The Bronx-born Walker stumbled into comedy in a post-high school War on Poverty-funded writing class for the unemployed. His first gigs were at Black Power rallies, and his early club act relied on material ripped off from Lenny Bruce and others and a smattering of original jokes like: “I’m from the ghetto. I’m here on the exchange program. You can imagine what they sent back there.” Such jokes scared TV bookers until friends like Midler and Brenner intervened. In 1973 — without an audition — Norman Lear cast the 25-year-old in Good Times, a Maude spinoff about a poor black family in the projects. Walker was the breakout star, and his catchphrase, “dyn-o-mite” — which Lear dismissed as a “non sequitur” — propelled the show into a hit. It also inspired a top 10 single, “Dynomite,” by one-hit wonder Bazuka in 1975.
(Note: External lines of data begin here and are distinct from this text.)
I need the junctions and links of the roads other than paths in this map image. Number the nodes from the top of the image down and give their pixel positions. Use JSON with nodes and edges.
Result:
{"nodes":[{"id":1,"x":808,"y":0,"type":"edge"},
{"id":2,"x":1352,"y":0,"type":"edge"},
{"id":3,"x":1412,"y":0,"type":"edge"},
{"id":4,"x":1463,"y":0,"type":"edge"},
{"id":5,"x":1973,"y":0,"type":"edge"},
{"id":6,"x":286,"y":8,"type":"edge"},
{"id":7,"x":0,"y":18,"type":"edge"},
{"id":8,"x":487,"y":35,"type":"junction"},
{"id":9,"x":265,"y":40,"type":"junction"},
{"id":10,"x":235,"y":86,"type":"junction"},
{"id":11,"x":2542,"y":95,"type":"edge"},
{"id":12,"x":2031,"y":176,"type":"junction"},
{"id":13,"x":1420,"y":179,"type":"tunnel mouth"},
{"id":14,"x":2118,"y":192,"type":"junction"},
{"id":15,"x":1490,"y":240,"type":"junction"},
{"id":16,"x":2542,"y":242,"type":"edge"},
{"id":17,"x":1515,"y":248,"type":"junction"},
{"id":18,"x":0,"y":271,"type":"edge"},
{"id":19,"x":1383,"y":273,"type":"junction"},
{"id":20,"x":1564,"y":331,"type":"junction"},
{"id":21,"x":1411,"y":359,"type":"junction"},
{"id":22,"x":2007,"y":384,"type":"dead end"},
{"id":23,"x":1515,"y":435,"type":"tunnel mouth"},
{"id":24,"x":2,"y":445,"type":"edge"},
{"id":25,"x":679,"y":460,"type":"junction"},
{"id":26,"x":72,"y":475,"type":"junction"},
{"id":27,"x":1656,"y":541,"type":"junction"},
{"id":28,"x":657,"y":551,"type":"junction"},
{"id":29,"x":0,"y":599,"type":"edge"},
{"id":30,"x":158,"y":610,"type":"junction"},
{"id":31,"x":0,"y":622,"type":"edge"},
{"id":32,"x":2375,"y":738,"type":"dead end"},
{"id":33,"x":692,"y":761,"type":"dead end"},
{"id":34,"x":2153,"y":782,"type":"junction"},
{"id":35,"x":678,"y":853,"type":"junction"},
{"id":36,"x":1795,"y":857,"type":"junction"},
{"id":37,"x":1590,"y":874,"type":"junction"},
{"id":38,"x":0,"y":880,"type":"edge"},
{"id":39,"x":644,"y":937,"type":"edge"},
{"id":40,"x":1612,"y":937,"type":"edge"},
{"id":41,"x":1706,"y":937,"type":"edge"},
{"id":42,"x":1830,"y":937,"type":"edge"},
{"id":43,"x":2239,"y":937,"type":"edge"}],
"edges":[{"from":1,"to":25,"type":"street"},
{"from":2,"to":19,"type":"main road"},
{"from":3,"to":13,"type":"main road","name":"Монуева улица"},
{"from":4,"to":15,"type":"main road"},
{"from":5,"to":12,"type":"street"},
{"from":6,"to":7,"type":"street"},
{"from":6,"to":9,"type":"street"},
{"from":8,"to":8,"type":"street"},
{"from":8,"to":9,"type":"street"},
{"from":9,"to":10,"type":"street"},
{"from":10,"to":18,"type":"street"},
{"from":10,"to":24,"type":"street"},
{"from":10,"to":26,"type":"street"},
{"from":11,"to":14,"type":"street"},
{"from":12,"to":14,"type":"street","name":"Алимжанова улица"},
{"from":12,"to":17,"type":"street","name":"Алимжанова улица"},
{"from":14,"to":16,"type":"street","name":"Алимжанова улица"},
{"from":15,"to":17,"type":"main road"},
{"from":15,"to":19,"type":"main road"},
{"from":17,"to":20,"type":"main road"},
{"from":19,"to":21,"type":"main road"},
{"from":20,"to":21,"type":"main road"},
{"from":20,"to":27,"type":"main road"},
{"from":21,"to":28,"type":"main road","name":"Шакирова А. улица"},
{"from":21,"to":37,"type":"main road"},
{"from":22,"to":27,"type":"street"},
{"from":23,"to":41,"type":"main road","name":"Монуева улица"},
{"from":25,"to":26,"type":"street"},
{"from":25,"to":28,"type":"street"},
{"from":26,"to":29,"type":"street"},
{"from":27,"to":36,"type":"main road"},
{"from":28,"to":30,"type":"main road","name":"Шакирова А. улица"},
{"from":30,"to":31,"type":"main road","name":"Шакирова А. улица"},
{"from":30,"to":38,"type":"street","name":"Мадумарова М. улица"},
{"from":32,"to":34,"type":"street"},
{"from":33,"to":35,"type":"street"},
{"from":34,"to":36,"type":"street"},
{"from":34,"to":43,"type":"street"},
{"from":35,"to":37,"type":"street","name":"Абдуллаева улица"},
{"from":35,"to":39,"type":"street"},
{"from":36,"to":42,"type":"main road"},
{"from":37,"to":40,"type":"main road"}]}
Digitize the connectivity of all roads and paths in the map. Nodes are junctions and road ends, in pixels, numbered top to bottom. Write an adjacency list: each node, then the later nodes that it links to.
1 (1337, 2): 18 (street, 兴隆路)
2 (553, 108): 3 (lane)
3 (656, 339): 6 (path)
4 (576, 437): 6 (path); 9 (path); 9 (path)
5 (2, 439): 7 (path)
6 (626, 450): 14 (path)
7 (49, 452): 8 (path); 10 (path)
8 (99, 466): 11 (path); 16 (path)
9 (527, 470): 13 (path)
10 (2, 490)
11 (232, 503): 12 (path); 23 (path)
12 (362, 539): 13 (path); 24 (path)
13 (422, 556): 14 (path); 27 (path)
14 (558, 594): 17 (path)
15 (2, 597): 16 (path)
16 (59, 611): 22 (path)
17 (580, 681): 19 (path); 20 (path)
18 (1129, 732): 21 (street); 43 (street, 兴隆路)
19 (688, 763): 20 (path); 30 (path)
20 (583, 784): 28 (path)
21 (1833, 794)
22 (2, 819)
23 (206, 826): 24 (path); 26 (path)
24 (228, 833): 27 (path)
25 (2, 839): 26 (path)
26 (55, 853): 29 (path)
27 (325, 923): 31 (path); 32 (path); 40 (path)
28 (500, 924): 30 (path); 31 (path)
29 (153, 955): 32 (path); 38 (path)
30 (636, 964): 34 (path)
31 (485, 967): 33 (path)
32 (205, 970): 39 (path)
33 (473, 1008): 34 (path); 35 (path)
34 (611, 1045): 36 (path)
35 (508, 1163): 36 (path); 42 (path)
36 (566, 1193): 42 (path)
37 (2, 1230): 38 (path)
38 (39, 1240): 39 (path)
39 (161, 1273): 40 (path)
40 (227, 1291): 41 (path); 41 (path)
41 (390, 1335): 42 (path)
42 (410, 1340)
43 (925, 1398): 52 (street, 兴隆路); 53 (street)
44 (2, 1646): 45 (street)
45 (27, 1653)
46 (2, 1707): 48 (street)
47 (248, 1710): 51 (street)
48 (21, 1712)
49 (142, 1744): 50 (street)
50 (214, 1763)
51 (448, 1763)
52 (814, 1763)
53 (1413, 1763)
Although initially praised by the NAACP, Walker soon found himself caught between a well-meaning Lear, who thought humor helped whites adjust to integration, and fellow castmember Esther Rolle, who attacked his character as “stupid” for giving the impression young blacks could succeed “standing on the corner and saying ‘dyn-o-mite.’ ” Walker defends J.J. as a “good kid who should have gone bad but never did” and deflects the criticism as coming from black expectations that pioneers needed “to be better … for progress.”
The book brings alive the comedy scene of the ’70s and ’80s. Walker was the first of his close pals to make it, hiring his struggling friends, and he recounts hanging with the young Letterman and Leno at his kitchen table brainstorming jokes and trading barbs. (Letterman was squeamish about sex; Leno just riffed on the others’ material.)
The book is uneven, marred by a shortness of style and a disjointed narrative — it is more a series of rambling stories than a cohesive memoir. Walker has become an outspoken conservative, dabbling in right-wing talk radio and going public about not voting for Barack Obama, and his odd political tangents can be skipped. Still, the book is more dyn-o-mite than dud.